◆ **What is being asked**:
Below are records. Find each line in them that holds the word "family" and copy it.

◆ **Stored data**:

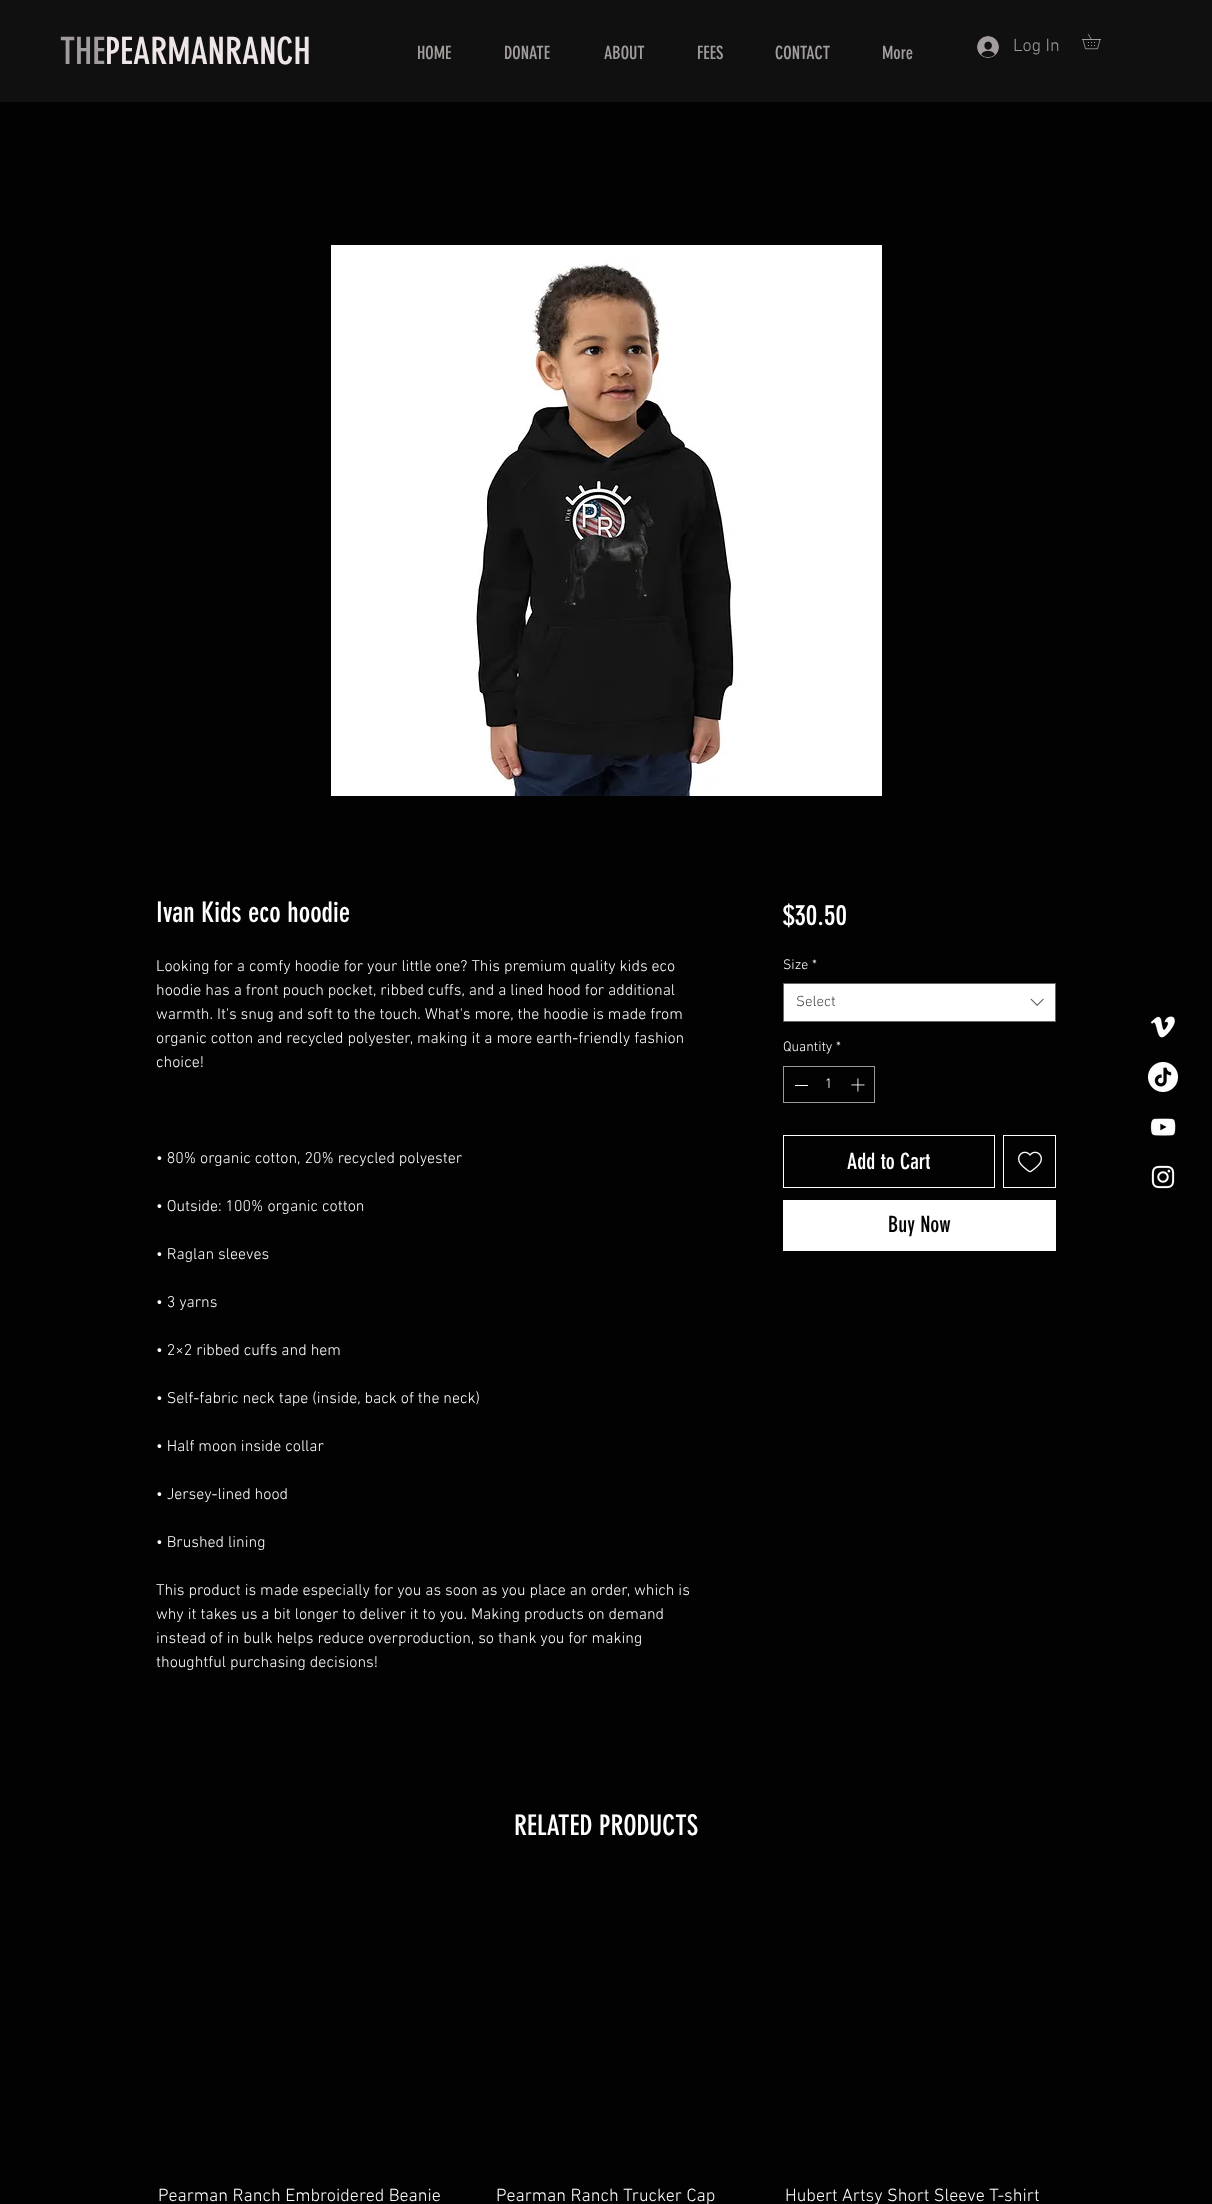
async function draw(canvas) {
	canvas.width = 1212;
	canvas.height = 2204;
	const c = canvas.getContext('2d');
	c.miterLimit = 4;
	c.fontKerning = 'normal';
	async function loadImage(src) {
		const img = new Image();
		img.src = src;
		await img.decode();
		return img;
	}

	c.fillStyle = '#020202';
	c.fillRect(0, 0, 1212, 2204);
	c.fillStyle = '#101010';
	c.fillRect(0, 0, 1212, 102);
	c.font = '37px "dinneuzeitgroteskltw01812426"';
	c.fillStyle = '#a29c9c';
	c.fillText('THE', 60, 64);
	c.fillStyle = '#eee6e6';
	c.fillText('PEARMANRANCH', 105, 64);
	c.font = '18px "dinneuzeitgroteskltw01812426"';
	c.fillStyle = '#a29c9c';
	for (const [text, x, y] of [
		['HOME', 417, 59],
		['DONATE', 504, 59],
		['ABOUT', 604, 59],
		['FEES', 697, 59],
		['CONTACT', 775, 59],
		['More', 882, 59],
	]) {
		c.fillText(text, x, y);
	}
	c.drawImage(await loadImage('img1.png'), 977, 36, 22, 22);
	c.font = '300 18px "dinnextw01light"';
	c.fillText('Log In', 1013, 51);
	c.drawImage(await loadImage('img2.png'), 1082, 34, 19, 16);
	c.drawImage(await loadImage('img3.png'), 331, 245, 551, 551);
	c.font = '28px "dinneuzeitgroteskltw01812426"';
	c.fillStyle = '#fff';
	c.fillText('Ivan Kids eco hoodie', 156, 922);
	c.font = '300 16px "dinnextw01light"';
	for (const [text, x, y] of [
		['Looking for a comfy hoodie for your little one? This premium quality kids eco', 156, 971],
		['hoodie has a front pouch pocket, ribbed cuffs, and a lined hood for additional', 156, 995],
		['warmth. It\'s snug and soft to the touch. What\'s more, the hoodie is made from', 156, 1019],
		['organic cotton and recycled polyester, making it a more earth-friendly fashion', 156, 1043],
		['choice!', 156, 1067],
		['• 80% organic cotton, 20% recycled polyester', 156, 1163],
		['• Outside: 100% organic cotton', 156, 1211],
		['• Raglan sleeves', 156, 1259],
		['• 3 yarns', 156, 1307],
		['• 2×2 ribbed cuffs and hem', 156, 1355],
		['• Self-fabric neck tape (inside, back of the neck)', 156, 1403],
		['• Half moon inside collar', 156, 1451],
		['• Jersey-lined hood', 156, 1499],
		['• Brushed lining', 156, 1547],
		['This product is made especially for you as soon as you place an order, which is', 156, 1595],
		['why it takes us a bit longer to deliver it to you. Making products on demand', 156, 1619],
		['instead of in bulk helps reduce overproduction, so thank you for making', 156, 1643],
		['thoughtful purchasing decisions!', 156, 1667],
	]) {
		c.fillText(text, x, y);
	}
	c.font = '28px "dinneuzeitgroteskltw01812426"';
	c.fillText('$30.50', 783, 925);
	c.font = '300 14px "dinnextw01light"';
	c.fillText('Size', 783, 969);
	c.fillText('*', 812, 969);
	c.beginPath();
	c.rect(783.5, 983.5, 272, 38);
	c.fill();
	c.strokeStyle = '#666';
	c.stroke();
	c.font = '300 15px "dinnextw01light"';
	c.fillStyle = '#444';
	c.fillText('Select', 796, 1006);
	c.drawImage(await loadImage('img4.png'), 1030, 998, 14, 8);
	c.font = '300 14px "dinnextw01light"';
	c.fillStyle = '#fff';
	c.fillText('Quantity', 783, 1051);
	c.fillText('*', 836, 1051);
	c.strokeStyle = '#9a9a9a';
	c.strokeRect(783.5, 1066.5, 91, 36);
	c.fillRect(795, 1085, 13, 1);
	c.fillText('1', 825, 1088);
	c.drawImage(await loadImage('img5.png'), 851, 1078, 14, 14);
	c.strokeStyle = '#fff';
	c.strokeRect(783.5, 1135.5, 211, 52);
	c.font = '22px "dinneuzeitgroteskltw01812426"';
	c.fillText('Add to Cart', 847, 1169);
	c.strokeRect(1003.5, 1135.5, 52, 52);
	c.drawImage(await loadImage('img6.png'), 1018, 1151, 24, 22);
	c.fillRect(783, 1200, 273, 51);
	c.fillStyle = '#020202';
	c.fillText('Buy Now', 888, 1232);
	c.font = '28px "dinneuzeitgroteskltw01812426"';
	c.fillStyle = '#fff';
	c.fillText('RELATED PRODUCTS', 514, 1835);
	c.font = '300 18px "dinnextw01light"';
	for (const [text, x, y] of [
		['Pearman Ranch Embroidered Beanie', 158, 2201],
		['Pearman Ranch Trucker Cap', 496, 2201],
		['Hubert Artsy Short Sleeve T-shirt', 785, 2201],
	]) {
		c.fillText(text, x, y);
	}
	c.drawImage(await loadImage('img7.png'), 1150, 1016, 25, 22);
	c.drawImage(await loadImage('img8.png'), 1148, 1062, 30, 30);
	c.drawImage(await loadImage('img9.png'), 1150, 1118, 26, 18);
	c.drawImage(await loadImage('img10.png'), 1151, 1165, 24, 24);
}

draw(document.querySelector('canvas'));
---
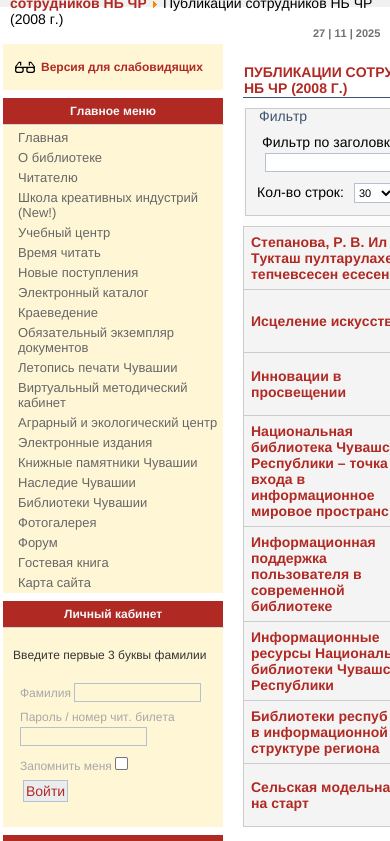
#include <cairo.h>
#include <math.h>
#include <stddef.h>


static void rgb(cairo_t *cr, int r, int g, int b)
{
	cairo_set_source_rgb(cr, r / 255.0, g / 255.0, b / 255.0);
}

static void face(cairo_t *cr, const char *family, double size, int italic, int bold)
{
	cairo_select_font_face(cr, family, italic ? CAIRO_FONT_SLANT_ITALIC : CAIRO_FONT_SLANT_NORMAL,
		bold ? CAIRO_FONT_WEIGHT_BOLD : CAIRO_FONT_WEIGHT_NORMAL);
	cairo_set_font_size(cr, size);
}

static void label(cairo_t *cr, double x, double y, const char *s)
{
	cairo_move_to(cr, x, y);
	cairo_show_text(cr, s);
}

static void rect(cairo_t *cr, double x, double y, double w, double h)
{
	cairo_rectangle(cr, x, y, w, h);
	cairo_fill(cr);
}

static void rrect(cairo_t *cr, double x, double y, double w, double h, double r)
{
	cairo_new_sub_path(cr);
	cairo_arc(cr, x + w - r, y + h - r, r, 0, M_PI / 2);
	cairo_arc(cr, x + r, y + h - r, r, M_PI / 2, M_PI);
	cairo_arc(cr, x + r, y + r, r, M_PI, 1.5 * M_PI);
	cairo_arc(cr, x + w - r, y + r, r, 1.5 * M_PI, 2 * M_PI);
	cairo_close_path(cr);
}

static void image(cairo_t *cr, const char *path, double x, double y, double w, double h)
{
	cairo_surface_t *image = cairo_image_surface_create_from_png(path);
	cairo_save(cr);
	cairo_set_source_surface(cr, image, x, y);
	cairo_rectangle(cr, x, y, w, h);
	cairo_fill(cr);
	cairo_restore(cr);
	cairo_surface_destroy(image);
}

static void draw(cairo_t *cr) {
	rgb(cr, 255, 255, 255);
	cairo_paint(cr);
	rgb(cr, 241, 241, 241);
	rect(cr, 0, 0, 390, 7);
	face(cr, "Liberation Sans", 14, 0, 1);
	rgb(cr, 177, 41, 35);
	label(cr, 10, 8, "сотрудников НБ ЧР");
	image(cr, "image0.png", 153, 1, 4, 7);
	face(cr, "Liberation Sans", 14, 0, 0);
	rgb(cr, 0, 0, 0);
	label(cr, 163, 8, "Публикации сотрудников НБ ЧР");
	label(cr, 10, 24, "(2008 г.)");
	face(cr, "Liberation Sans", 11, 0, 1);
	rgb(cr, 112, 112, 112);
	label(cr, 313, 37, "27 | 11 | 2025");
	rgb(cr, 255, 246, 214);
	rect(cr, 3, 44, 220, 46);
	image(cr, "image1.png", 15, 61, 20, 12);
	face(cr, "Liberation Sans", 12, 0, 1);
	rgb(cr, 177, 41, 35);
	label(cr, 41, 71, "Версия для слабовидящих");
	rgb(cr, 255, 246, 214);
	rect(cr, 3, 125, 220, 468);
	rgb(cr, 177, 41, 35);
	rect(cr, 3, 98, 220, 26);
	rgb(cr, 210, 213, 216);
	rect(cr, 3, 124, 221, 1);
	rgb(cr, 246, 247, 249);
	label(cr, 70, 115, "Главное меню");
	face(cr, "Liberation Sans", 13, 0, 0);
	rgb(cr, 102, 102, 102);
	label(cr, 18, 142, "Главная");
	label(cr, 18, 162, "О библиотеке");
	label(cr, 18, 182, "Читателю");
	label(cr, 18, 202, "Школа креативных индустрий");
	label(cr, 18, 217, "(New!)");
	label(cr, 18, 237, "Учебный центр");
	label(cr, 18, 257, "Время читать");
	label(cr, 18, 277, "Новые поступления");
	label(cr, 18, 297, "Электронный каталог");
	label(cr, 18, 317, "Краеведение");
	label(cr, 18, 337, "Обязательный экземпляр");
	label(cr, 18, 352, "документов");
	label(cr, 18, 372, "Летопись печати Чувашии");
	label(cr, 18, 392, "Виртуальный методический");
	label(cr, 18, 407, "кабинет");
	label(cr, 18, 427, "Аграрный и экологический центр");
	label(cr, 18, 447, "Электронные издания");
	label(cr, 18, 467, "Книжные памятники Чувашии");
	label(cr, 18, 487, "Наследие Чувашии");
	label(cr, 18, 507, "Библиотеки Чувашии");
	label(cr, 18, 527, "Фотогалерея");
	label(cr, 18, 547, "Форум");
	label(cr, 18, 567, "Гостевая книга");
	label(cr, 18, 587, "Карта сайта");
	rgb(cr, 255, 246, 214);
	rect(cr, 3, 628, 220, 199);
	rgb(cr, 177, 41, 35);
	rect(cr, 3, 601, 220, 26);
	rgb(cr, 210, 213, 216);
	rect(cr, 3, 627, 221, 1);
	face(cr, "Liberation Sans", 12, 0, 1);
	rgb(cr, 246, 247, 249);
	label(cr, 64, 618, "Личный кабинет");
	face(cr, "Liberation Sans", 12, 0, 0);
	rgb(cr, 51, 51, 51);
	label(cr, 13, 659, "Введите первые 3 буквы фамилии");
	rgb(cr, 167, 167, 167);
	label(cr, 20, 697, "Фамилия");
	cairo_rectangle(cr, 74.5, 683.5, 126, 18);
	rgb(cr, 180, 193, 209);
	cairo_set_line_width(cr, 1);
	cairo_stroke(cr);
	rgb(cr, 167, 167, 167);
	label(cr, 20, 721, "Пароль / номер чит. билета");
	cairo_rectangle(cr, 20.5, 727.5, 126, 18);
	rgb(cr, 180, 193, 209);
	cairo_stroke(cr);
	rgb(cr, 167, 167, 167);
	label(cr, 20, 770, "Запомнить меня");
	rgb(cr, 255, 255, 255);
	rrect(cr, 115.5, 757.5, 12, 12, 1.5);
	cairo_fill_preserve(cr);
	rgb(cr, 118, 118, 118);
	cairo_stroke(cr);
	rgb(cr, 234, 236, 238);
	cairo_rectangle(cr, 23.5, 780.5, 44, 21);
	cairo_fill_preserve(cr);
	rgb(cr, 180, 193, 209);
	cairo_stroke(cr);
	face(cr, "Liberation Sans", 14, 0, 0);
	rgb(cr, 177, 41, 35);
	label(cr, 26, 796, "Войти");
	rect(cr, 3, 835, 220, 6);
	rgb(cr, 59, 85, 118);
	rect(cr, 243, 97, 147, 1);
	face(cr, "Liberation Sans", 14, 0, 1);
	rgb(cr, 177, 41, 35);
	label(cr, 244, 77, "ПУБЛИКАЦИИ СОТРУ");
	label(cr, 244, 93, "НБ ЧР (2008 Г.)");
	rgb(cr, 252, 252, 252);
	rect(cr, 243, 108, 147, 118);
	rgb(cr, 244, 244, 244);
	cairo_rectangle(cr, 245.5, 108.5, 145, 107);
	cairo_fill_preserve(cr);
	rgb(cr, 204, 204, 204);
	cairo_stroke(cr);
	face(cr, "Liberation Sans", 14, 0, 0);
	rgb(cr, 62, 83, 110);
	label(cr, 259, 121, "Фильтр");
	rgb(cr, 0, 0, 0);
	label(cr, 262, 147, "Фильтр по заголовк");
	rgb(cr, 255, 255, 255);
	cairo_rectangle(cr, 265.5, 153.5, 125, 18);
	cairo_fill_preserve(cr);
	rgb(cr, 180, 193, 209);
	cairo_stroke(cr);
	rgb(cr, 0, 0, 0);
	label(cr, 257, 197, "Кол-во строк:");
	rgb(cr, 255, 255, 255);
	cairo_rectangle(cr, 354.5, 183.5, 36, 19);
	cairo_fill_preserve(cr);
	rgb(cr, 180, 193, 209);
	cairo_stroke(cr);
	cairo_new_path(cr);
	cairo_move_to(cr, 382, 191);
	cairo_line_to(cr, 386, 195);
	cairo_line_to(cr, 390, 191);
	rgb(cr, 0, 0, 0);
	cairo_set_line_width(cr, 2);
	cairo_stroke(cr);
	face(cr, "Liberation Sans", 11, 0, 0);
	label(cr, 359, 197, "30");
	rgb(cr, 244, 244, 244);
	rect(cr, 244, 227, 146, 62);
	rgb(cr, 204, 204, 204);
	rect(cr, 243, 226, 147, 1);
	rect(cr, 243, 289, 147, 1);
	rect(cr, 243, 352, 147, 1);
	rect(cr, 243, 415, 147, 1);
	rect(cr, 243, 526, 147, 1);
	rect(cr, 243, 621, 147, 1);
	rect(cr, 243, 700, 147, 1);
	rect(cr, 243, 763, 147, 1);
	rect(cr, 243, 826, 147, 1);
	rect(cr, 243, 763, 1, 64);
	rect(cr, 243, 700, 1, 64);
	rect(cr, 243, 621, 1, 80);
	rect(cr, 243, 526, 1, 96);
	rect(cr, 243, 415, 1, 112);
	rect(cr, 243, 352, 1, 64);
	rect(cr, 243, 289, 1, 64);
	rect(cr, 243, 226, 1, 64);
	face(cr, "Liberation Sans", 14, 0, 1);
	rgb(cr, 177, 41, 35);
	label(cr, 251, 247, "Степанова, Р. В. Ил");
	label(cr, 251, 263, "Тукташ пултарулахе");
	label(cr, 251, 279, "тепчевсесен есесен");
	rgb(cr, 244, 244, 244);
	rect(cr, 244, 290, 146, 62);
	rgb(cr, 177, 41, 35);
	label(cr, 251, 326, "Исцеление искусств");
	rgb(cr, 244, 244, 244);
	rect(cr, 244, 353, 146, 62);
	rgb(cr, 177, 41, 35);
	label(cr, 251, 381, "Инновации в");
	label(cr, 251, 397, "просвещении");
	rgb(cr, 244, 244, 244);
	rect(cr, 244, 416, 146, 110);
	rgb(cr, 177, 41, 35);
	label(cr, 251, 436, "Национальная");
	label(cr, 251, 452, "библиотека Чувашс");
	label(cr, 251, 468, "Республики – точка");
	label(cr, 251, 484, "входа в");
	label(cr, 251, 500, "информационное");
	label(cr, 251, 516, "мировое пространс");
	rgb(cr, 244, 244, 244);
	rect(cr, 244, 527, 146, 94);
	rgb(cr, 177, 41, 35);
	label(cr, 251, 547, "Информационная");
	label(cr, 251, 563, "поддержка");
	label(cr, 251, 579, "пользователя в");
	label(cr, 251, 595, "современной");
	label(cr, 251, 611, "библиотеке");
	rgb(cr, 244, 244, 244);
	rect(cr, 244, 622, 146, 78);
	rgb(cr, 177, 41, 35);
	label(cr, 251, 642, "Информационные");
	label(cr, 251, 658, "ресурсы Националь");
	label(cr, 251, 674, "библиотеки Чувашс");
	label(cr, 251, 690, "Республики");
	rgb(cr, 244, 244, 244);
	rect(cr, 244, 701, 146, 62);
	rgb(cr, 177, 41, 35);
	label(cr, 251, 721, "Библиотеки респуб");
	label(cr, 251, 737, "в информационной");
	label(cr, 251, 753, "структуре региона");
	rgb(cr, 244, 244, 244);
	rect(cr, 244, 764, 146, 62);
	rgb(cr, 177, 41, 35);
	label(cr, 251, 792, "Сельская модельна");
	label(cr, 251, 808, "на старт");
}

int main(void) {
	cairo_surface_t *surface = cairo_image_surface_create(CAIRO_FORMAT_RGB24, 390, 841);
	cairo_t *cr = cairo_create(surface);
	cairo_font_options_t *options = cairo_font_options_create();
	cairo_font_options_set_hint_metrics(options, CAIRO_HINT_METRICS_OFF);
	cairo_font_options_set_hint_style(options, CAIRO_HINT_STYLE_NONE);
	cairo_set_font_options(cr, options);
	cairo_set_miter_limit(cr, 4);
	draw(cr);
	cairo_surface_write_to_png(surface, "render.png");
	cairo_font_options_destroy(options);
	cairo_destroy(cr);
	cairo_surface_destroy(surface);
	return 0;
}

◆ **Finished exercise**:
static void face(cairo_t *cr, const char *family, double size, int italic, int bold)
	cairo_select_font_face(cr, family, italic ? CAIRO_FONT_SLANT_ITALIC : CAIRO_FONT_SLANT_NORMAL,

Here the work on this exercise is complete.